Task:
Skip the images; return every entry exactly.

** Material for this task follows **

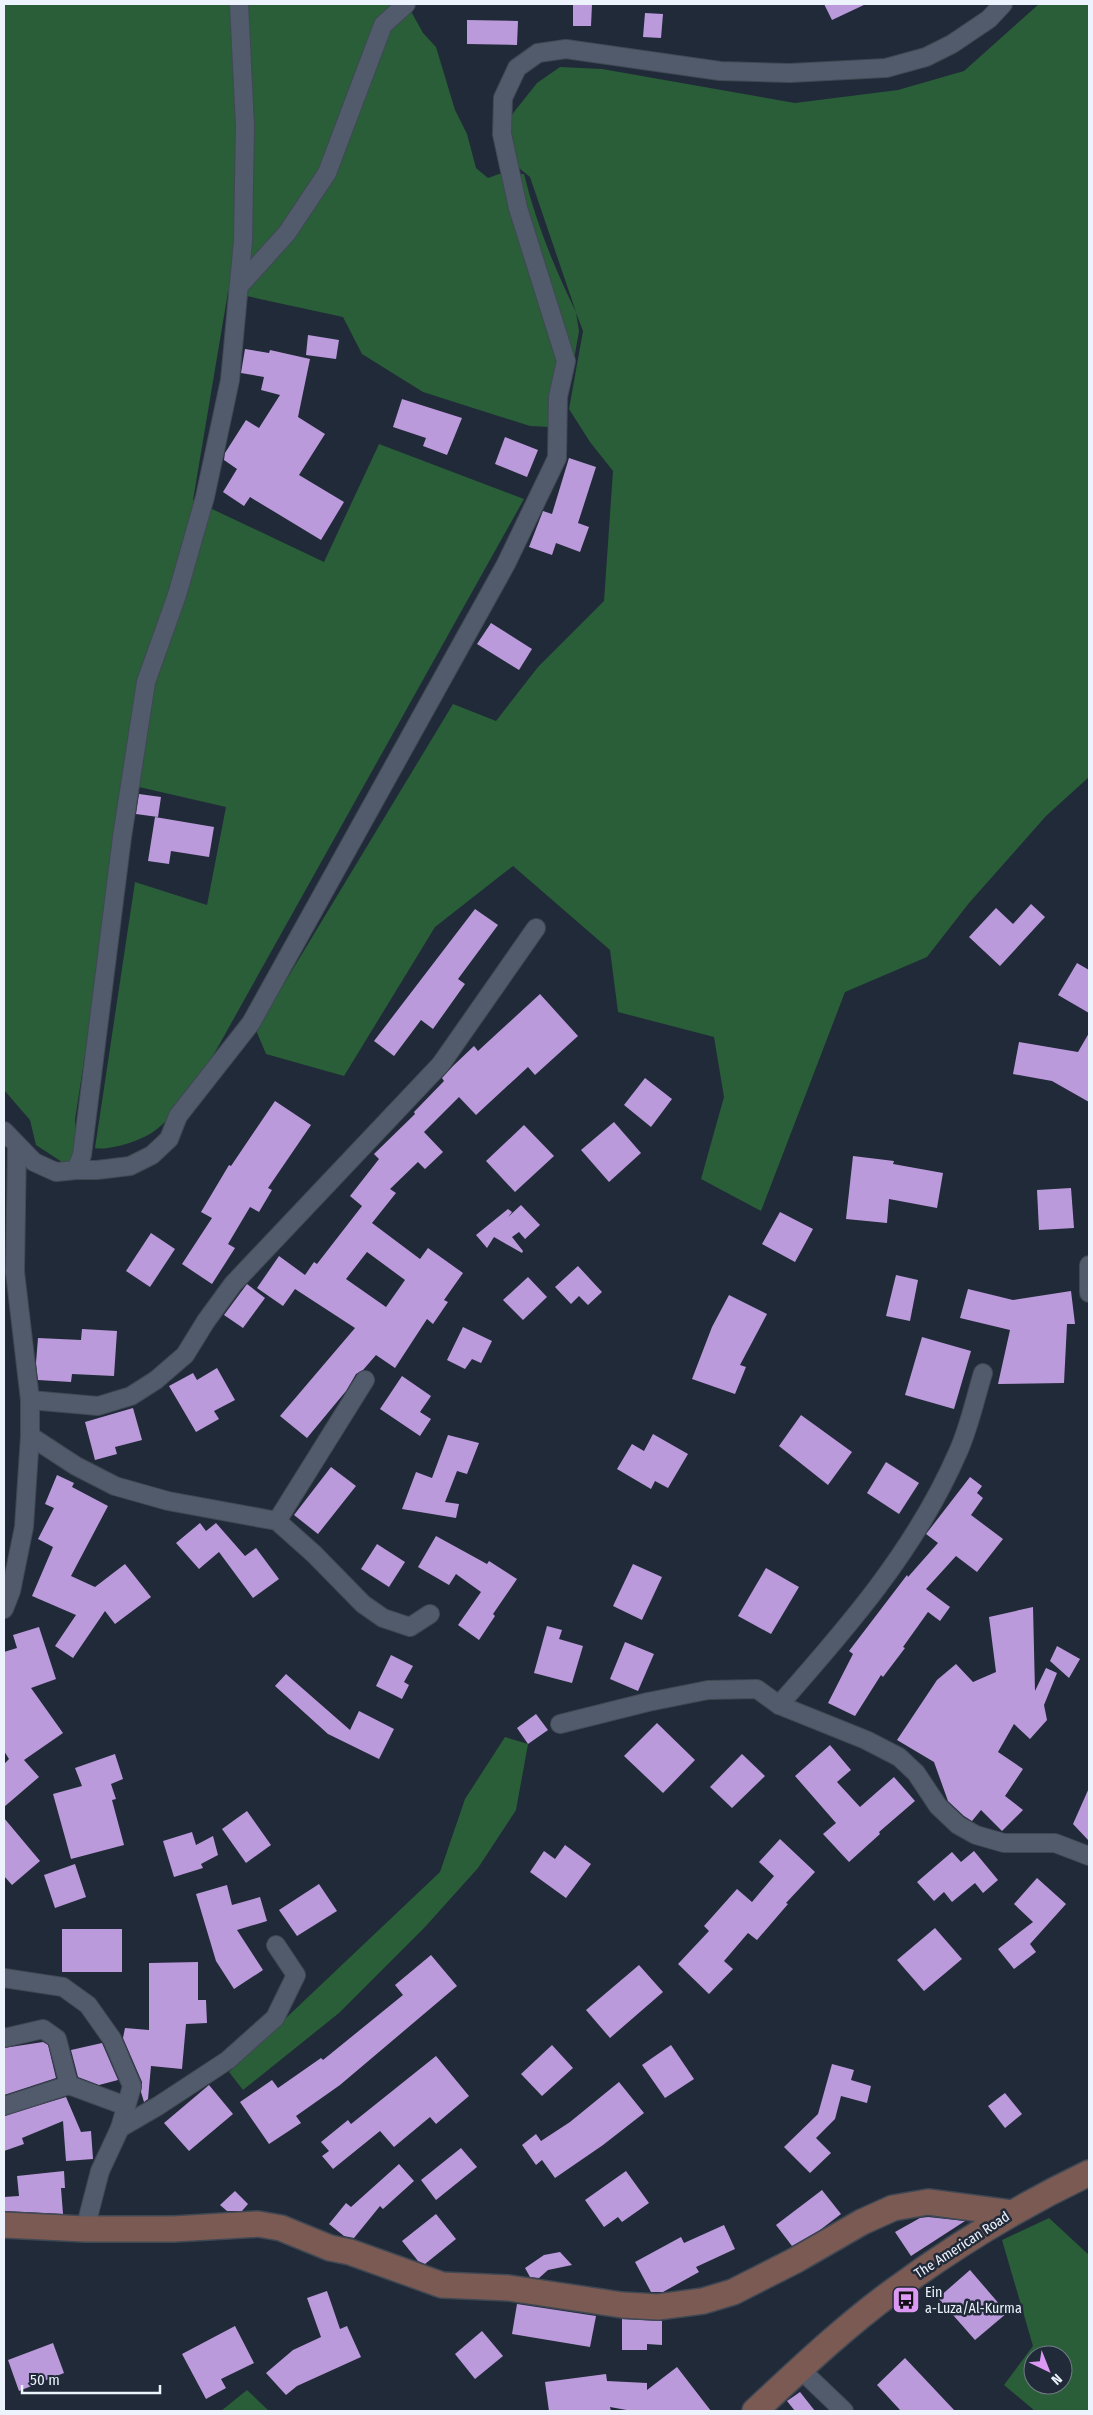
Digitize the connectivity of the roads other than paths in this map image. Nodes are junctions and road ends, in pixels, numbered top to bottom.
1 (239, 4) edge
2 (406, 4) edge
3 (1003, 4) edge
4 (241, 284) junction
5 (536, 928) dead end
6 (4, 1131) edge
7 (18, 1145) junction
8 (76, 1170) junction
9 (1089, 1265) edge
10 (15, 1272) junction
11 (4, 1292) edge
12 (1089, 1292) edge
13 (983, 1373) dead end
14 (365, 1380) dead end
15 (30, 1400) junction
16 (30, 1436) junction
17 (278, 1521) junction
18 (4, 1609) edge
19 (430, 1614) dead end
20 (779, 1705) junction
21 (560, 1724) dead end
22 (1089, 1856) edge
23 (276, 1945) dead end
24 (4, 1978) edge
25 (4, 2038) edge
26 (69, 2085) junction
27 (4, 2106) edge
28 (126, 2106) junction
29 (120, 2128) junction
30 (1089, 2173) edge
31 (1011, 2214) junction
32 (4, 2225) edge
33 (86, 2229) junction
34 (800, 2369) junction
35 (755, 2411) edge
36 (844, 2411) edge

1 - 4 street
2 - 4 street
3 - 8 street
4 - 8 street
5 - 15 street
6 - 7 street
7 - 8 street
7 - 10 street
9 - 12 street
10 - 11 street
10 - 15 street
13 - 20 street
14 - 17 street
15 - 16 street
16 - 17 street
16 - 18 street
17 - 19 street
20 - 21 street
20 - 22 street
23 - 29 street
24 - 28 street
25 - 26 street
26 - 27 street
26 - 28 street
28 - 29 street
29 - 33 street
30 - 31 street, The American Road
31 - 33 street
31 - 34 street, The American Road
32 - 33 street
34 - 35 street, The American Road
34 - 36 street

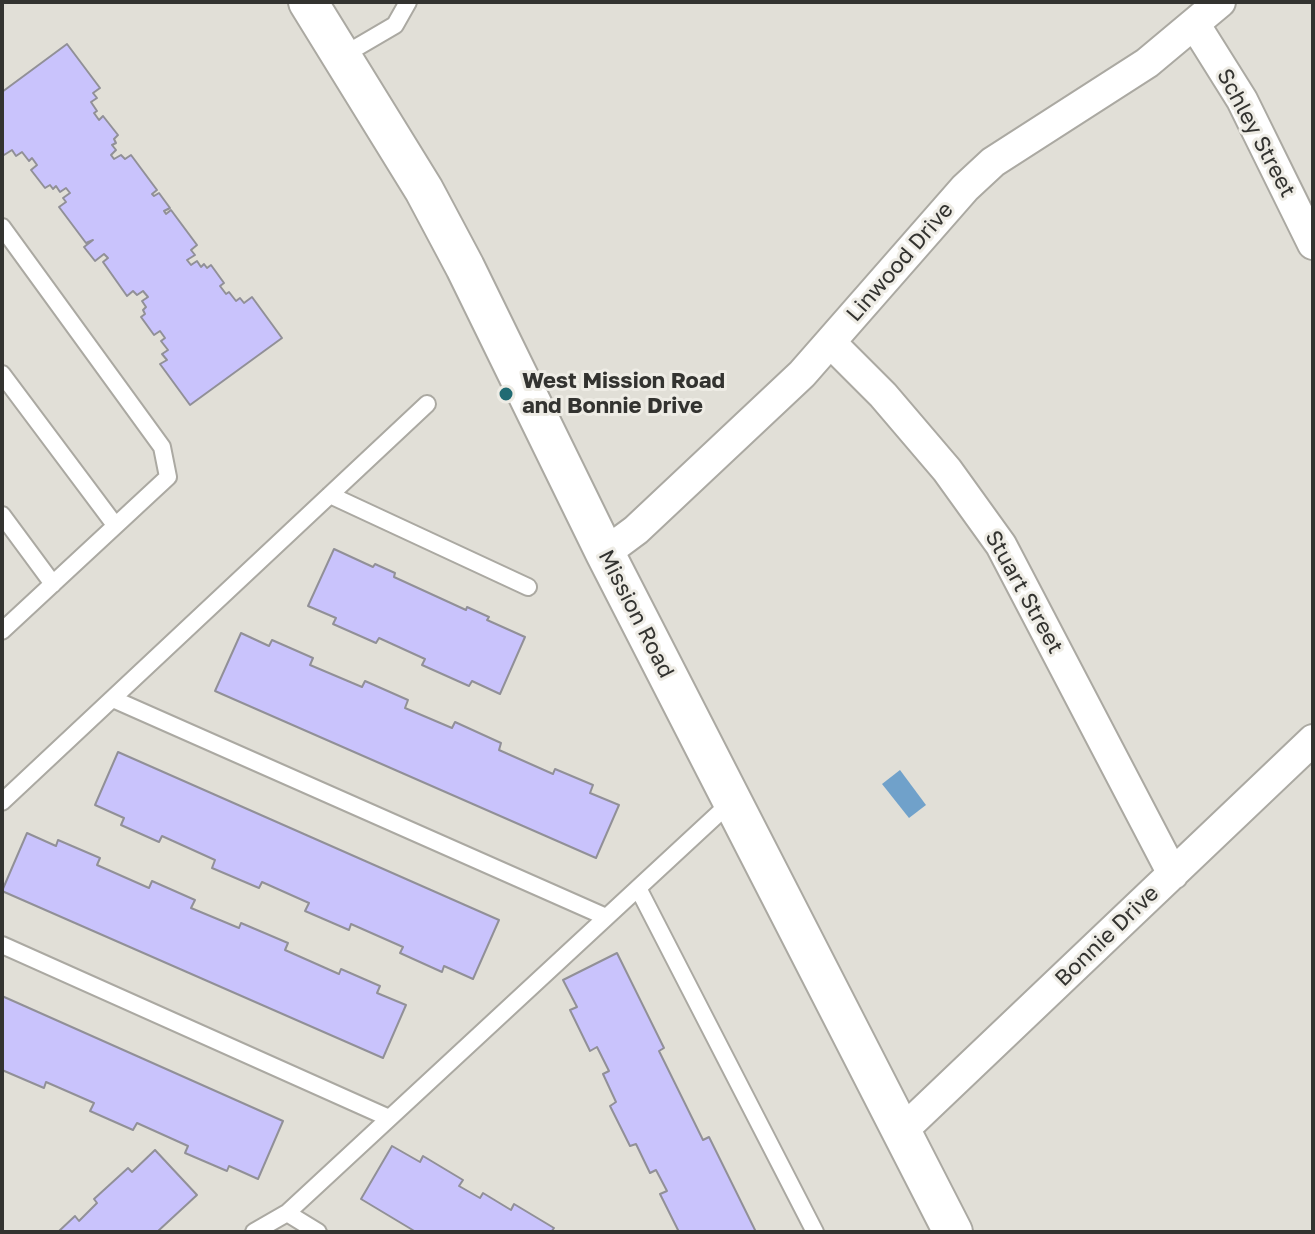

** End of Material for this task **

Answer section:
Digitize the connectivity of the roads other than paths in this map image. Nodes are junctions and road ends, in pixels, numbered top to bottom.
1 (239, 4) edge
2 (406, 4) edge
3 (1003, 4) edge
4 (241, 284) junction
5 (536, 928) dead end
6 (4, 1131) edge
7 (18, 1145) junction
8 (76, 1170) junction
9 (1089, 1265) edge
10 (15, 1272) junction
11 (4, 1292) edge
12 (1089, 1292) edge
13 (983, 1373) dead end
14 (365, 1380) dead end
15 (30, 1400) junction
16 (30, 1436) junction
17 (278, 1521) junction
18 (4, 1609) edge
19 (430, 1614) dead end
20 (779, 1705) junction
21 (560, 1724) dead end
22 (1089, 1856) edge
23 (276, 1945) dead end
24 (4, 1978) edge
25 (4, 2038) edge
26 (69, 2085) junction
27 (4, 2106) edge
28 (126, 2106) junction
29 (120, 2128) junction
30 (1089, 2173) edge
31 (1011, 2214) junction
32 (4, 2225) edge
33 (86, 2229) junction
34 (800, 2369) junction
35 (755, 2411) edge
36 (844, 2411) edge

1 - 4 street
2 - 4 street
3 - 8 street
4 - 8 street
5 - 15 street
6 - 7 street
7 - 8 street
7 - 10 street
9 - 12 street
10 - 11 street
10 - 15 street
13 - 20 street
14 - 17 street
15 - 16 street
16 - 17 street
16 - 18 street
17 - 19 street
20 - 21 street
20 - 22 street
23 - 29 street
24 - 28 street
25 - 26 street
26 - 27 street
26 - 28 street
28 - 29 street
29 - 33 street
30 - 31 street, The American Road
31 - 33 street
31 - 34 street, The American Road
32 - 33 street
34 - 35 street, The American Road
34 - 36 street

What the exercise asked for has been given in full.